HDFC Bank has historically maintained a Net NPA near 0.4%, which is among the lowest in the industry. A rising NPA is a serious red flag.

Provision Coverage Ratio (PCR): Good banks prepare for defaults before they happen. PCR tells you how much of the bad loans are already covered by the bank's own reserves. A higher PCR means greater safety.

Section 4: Is the Bank Growing?

Look at year-on-year growth in advances (loans given out) and deposits. Consistent growth in both shows the business is expanding.

Also check where the growth is coming from. Retail loans (home loans, car loans, personal loans to individuals) spread risk across millions of borrowers. Large corporate loans concentrate risk in a few big accounts. A retail-heavy loan book is generally safer.

Section 5: Is the Stock Cheap or Expensive?

Price-to-Book Ratio (P/B): Standard valuation tools like P/E ratios considered ineffective for banks. The right tool is the Price-to-Book ratio, which compares the stock's market price to the bank's book value (net assets).

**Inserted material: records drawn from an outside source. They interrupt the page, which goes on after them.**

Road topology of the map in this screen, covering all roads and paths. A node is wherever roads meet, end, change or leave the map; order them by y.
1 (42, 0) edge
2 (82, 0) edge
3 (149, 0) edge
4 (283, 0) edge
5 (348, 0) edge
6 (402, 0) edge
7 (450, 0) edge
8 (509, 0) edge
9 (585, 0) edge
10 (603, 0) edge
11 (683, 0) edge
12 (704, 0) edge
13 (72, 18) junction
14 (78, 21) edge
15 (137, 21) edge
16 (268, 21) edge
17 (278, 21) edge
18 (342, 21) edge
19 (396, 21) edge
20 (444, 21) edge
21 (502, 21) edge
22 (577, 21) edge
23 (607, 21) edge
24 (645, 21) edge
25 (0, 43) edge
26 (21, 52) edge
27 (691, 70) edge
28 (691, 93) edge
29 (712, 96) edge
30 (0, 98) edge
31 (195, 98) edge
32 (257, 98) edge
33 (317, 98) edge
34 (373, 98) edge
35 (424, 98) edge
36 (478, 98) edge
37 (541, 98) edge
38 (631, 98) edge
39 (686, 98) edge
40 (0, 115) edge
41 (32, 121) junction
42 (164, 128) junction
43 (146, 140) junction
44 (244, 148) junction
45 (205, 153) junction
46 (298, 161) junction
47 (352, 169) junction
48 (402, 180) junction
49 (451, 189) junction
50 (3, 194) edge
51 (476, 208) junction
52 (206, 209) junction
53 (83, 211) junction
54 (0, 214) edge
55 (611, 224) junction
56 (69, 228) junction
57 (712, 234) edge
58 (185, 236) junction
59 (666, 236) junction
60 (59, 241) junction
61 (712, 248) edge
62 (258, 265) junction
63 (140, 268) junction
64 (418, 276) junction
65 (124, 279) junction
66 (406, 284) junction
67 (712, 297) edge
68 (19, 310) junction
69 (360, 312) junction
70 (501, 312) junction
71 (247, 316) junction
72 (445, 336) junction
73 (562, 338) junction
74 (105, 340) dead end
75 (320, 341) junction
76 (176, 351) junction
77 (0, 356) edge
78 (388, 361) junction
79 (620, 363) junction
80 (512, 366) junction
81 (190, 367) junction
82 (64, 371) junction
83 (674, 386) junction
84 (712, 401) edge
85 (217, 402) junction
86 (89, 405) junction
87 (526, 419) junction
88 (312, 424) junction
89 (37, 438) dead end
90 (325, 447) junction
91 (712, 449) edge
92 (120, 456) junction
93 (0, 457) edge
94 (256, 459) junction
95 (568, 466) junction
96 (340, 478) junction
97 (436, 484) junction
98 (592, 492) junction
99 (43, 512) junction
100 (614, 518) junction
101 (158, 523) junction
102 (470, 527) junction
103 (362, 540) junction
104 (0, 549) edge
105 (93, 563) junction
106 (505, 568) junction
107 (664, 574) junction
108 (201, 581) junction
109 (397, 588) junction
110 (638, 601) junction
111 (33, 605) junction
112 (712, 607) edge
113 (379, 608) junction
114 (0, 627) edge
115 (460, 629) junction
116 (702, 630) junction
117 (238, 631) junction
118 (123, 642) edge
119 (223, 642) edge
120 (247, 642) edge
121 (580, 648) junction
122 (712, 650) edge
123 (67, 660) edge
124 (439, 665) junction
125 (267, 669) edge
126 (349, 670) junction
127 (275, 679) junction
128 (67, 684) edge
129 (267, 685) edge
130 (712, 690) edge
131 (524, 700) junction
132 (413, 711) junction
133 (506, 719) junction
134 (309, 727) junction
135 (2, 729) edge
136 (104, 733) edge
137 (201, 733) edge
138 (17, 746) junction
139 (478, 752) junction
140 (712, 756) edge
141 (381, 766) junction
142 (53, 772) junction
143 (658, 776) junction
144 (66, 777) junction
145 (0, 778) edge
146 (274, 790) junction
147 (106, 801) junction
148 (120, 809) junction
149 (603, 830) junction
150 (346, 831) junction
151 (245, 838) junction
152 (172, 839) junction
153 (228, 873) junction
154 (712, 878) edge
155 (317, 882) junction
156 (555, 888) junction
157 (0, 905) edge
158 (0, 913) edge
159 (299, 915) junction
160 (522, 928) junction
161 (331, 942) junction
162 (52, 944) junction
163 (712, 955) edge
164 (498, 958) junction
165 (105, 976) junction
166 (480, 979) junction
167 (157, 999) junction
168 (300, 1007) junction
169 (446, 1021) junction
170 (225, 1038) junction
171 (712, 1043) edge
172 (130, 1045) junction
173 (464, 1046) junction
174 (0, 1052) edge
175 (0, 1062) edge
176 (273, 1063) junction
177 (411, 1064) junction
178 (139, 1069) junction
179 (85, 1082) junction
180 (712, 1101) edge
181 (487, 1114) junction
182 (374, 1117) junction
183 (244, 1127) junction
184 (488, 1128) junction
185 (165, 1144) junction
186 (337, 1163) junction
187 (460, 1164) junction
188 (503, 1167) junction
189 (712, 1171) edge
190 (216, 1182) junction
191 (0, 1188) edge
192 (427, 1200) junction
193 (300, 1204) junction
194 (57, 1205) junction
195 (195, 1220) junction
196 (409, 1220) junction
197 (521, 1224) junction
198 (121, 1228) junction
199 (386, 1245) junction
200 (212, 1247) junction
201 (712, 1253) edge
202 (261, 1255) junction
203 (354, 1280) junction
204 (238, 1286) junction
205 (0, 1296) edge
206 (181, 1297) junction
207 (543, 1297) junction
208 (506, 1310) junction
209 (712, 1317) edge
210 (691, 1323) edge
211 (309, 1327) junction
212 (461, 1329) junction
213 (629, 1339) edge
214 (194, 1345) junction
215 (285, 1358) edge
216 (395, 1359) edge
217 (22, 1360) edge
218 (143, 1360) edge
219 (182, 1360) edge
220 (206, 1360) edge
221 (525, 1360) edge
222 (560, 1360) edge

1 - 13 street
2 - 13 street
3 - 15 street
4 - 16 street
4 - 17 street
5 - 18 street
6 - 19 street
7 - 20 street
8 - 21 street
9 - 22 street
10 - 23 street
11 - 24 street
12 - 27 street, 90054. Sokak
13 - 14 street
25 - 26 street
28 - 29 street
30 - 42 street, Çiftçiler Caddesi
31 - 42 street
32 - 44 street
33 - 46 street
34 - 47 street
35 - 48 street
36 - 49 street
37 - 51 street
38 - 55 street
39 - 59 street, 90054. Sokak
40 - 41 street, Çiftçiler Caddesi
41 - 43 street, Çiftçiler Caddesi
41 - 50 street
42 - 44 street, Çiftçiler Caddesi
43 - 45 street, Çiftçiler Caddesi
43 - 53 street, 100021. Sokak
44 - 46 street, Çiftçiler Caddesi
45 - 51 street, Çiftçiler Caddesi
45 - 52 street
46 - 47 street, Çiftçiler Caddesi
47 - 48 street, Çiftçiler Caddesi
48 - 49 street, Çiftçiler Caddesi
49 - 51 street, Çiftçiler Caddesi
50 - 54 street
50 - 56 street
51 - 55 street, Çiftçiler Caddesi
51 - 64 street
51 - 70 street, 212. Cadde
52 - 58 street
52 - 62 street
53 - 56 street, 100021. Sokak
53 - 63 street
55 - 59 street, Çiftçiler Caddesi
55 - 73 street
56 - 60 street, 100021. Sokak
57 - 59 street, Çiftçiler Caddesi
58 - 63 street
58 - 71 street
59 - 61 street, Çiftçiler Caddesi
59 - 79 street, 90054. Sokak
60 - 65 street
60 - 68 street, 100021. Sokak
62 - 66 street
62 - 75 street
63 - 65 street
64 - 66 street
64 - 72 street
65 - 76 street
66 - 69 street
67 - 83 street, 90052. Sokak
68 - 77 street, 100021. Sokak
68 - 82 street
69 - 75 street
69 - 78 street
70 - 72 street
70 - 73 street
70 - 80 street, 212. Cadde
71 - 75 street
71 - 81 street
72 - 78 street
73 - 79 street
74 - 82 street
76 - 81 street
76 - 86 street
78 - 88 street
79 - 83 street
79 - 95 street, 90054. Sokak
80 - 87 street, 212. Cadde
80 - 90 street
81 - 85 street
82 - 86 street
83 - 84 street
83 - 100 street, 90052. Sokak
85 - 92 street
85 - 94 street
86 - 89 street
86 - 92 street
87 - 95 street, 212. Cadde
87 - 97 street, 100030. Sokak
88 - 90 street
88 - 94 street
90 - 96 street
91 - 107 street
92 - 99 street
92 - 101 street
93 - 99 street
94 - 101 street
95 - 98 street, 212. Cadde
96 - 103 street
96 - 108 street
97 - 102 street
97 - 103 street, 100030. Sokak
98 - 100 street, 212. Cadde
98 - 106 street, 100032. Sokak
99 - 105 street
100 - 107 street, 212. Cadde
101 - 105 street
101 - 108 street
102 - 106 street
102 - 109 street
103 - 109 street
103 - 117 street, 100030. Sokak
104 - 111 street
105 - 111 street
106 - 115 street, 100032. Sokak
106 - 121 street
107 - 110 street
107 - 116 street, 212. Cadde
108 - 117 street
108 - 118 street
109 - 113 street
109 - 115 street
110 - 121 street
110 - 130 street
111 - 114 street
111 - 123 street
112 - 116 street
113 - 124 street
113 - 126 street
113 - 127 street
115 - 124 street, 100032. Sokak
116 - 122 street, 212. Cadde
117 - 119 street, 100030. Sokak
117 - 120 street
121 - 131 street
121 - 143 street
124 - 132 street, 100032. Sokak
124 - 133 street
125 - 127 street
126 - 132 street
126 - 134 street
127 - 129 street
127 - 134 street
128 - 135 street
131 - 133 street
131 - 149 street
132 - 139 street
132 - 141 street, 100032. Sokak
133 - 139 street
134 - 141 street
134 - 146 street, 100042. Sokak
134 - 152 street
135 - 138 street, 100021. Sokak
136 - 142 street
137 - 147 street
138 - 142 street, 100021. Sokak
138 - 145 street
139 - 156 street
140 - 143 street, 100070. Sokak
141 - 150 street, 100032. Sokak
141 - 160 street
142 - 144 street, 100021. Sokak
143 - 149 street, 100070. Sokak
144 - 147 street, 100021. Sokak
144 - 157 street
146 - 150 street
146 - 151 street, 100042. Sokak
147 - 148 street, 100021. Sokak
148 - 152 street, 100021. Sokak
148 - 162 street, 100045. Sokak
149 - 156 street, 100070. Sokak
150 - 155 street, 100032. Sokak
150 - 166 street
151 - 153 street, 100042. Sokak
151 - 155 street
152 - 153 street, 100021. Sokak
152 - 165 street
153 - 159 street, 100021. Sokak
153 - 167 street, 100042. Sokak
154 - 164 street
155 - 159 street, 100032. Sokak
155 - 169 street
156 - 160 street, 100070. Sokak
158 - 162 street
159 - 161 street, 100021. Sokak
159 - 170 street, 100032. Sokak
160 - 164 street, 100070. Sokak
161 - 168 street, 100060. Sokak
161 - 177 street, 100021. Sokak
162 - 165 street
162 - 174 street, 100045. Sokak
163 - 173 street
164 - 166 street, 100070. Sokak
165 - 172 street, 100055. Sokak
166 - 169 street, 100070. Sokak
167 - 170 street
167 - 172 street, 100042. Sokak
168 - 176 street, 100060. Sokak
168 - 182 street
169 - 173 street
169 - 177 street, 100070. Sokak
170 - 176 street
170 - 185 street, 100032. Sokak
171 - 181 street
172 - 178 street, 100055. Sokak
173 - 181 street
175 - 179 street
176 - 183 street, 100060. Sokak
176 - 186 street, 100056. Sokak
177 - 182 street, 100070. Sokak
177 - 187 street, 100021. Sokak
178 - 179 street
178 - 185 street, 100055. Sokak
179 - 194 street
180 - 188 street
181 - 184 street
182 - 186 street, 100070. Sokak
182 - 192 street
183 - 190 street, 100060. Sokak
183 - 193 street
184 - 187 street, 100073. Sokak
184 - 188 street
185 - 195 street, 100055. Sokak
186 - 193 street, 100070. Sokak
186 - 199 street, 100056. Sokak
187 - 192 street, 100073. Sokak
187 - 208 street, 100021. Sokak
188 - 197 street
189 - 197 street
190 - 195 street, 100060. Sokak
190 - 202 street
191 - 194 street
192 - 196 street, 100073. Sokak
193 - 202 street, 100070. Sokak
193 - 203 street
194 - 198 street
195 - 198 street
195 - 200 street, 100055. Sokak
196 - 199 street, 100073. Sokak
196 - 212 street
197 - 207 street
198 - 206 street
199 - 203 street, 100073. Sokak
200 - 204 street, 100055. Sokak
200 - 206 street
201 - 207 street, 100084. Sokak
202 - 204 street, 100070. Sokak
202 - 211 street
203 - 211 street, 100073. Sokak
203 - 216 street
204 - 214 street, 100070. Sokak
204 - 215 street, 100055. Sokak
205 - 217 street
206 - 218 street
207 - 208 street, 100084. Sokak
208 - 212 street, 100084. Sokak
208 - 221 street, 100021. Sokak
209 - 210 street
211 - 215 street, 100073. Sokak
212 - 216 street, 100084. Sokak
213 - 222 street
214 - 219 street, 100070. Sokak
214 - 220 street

Kotak Mahindra Bank, known for its efficiency, trading at a P/B of around 2.11. SBI, a PSU giant with lower returns, trading at around 1.59. A higher P/B is not automatically bad. It usually reflects the market's trust in the bank's quality and future earnings.

Section 6: Management Is Everything

Here is an insight most retail investors miss. In banking, the numbers follow the people. A bank with honest, capable leadership will show good numbers over time. A bank with weak governance will eventually show bad ones.

Check for RBI penalties, auditor comments, and frequent management changes. These are early warning signs.

Banks investing in technology and digital infrastructure are better placed for the next decade. Concentration in large corporate loans without matching capital strength is a quiet risk worth watching.

Interest rates also matter deeply. When rates rise, margins often improve. When rates fall, banks face pressure. Always read the bank's results in context of the broader rate cycle.

Quick Snapshot: Top 5 Indian Banks

BankStandout Strength
HDFC BankEfficient cost management (CIR: 39.20%), strong capital buffer (CAR: 19.90%)
SBILargest branch network, unmatched rural reach
ICICI BankHighest P/B among peers (2.5x), low Net NPA (0.37%), healthy NIM (4.30%)
Kotak Mahindra BankHighest CAR (22.60%), highest NIM (4.54%)
Axis BankSolid all-rounder with balanced NIM (3.64%) and healthy capital position (CAR: 16.55%)

The Analyst's Checklist

Before investing in any bank stock, ask these questions:

  • Is NIM healthy and stable?
  • Is the CASA ratio high?
  • Is CIR low and improving?
  • Is CAR well above 9%?
  • Are NPAs low and falling?
  • Is the loan book growing steadily?
  • Is management trustworthy and consistent?
  • Does the valuation (P/B) make sense versus peers?